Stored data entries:

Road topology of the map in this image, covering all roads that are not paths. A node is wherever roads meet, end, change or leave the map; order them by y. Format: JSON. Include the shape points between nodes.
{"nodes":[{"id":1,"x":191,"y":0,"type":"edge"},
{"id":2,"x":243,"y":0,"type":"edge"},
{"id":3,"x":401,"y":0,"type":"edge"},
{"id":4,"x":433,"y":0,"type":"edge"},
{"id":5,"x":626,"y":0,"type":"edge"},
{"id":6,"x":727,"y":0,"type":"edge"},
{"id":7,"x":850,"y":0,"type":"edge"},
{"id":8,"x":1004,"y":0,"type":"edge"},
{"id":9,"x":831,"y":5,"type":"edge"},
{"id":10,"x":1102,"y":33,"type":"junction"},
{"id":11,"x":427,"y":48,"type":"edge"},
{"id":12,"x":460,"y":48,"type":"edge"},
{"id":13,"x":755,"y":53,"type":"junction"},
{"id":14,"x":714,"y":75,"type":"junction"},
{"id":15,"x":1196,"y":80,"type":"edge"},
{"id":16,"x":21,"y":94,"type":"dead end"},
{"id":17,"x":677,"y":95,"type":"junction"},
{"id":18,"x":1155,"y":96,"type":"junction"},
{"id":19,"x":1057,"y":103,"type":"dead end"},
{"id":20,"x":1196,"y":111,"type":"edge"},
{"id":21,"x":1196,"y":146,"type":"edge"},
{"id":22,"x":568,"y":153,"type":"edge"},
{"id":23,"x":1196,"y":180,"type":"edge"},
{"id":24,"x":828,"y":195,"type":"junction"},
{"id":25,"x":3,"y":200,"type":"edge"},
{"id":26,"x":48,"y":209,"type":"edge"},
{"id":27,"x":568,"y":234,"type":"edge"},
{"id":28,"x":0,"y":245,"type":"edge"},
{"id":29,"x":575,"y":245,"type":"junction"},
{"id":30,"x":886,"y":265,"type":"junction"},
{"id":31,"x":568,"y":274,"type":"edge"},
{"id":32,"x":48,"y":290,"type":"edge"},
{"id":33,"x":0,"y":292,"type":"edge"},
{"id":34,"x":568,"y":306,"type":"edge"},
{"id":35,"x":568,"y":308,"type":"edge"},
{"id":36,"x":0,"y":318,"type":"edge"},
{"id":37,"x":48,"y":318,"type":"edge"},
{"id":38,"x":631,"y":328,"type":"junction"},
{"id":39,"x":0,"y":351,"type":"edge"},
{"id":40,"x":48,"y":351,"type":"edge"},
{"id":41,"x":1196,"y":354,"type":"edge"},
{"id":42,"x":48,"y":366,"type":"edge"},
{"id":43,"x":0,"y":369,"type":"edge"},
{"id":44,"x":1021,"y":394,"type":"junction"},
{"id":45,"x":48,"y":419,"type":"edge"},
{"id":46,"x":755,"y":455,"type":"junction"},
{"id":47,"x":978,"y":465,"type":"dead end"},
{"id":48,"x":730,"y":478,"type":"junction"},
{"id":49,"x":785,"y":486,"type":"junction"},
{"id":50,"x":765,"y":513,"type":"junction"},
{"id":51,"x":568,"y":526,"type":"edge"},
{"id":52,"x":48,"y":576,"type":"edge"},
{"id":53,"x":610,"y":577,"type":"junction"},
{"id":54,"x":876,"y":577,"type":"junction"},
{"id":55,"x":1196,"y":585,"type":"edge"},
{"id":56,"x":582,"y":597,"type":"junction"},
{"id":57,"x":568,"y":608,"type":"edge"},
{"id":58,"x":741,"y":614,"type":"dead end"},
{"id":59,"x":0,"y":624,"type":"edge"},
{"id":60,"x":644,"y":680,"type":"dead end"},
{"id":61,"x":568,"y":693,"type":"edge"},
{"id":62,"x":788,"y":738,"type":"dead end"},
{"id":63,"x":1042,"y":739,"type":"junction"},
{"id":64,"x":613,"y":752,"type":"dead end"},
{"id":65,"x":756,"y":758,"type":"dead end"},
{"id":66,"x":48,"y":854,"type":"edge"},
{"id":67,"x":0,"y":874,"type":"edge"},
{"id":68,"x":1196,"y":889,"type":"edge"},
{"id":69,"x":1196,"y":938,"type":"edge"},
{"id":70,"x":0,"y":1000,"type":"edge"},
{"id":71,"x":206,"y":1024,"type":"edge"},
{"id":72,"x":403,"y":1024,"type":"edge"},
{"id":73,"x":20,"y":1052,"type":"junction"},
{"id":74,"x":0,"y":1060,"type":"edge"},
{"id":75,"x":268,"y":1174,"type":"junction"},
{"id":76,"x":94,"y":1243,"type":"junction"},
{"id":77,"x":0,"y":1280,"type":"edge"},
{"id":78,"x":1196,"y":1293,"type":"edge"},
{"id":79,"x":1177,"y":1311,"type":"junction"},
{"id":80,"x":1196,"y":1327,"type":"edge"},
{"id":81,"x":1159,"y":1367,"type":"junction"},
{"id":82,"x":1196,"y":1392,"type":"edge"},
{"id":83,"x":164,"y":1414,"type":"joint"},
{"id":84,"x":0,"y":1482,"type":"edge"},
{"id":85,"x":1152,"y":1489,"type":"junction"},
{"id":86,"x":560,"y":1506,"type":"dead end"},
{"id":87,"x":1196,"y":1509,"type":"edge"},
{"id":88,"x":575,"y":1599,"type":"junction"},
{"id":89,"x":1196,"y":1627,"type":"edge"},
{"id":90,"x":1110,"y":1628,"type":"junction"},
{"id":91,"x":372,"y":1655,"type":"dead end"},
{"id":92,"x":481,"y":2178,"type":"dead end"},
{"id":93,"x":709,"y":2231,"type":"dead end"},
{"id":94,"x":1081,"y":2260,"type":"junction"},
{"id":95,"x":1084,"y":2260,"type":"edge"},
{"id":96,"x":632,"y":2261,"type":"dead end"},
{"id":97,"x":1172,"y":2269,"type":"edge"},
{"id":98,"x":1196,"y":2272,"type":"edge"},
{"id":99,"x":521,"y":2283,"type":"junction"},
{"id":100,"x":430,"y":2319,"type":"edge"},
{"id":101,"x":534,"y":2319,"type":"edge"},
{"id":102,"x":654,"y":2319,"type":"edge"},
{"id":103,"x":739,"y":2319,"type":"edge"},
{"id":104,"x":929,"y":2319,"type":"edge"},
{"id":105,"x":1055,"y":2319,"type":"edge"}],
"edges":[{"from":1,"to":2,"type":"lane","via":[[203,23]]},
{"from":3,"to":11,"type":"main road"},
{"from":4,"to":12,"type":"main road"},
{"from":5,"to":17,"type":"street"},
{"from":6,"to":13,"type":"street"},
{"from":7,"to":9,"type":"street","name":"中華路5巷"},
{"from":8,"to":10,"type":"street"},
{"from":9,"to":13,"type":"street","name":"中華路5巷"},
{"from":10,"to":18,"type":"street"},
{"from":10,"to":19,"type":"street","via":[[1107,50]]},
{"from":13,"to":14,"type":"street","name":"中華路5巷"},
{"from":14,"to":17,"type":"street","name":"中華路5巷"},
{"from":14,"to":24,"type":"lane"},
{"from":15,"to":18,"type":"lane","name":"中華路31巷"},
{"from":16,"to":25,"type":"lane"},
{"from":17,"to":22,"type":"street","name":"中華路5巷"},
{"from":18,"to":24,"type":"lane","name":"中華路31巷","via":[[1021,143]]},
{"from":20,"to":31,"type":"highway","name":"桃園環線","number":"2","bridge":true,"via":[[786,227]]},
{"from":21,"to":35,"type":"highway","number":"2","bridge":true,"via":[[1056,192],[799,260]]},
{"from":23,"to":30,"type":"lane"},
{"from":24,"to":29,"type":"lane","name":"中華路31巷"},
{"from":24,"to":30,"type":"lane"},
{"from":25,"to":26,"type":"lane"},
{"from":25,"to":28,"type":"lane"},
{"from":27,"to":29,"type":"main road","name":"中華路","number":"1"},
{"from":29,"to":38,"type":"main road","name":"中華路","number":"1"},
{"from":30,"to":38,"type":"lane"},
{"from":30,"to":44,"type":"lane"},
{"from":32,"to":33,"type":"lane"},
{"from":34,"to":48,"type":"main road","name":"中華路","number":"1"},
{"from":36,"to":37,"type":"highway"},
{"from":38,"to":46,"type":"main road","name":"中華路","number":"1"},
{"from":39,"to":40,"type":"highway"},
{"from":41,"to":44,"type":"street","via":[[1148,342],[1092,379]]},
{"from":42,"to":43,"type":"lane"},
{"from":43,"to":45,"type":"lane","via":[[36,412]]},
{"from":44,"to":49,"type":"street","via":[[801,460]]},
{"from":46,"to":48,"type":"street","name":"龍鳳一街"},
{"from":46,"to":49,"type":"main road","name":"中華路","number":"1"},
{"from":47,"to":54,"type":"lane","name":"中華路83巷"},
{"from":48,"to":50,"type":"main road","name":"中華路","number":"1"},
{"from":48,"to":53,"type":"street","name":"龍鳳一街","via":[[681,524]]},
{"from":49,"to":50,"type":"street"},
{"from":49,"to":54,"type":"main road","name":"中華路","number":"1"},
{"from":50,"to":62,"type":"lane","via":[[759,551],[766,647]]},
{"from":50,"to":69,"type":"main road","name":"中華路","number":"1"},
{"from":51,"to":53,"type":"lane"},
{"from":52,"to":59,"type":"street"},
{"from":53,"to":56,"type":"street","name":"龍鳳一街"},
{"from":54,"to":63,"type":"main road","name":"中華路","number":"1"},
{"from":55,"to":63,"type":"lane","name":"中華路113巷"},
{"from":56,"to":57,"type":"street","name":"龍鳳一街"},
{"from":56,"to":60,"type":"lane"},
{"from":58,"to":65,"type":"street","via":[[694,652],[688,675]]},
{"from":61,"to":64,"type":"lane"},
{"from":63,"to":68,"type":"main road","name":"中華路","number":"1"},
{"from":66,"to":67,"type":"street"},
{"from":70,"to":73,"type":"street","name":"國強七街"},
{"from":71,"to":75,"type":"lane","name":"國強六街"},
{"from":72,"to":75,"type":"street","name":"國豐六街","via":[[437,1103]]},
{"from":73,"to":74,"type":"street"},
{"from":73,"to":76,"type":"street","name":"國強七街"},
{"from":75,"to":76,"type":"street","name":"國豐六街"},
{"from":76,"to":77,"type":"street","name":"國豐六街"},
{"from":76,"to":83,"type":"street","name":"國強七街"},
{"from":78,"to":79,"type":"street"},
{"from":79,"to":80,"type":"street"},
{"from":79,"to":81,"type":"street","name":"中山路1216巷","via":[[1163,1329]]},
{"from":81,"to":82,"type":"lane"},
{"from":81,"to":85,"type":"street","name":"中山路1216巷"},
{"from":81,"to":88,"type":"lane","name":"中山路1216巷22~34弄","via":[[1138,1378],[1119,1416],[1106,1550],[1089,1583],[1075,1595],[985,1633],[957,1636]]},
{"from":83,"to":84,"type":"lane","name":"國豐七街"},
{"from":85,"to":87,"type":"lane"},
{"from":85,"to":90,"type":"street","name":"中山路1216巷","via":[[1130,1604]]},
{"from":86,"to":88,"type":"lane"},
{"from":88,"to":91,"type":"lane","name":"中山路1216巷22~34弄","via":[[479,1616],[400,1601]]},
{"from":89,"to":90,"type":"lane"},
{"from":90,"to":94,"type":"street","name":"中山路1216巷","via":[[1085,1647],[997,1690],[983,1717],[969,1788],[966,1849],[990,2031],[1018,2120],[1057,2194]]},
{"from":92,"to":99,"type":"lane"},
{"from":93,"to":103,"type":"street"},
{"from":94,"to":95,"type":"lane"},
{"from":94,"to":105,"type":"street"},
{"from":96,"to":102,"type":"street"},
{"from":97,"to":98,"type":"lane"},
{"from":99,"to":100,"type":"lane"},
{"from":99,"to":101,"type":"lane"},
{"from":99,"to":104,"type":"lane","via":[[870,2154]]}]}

ASSIGNMENT: Your task is to copy each line of the entries that includes the word "國豐六街".

SOLUTION TO THIS PROBLEM:
{"from":72,"to":75,"type":"street","name":"國豐六街","via":[[437,1103]]},
{"from":75,"to":76,"type":"street","name":"國豐六街"},
{"from":76,"to":77,"type":"street","name":"國豐六街"},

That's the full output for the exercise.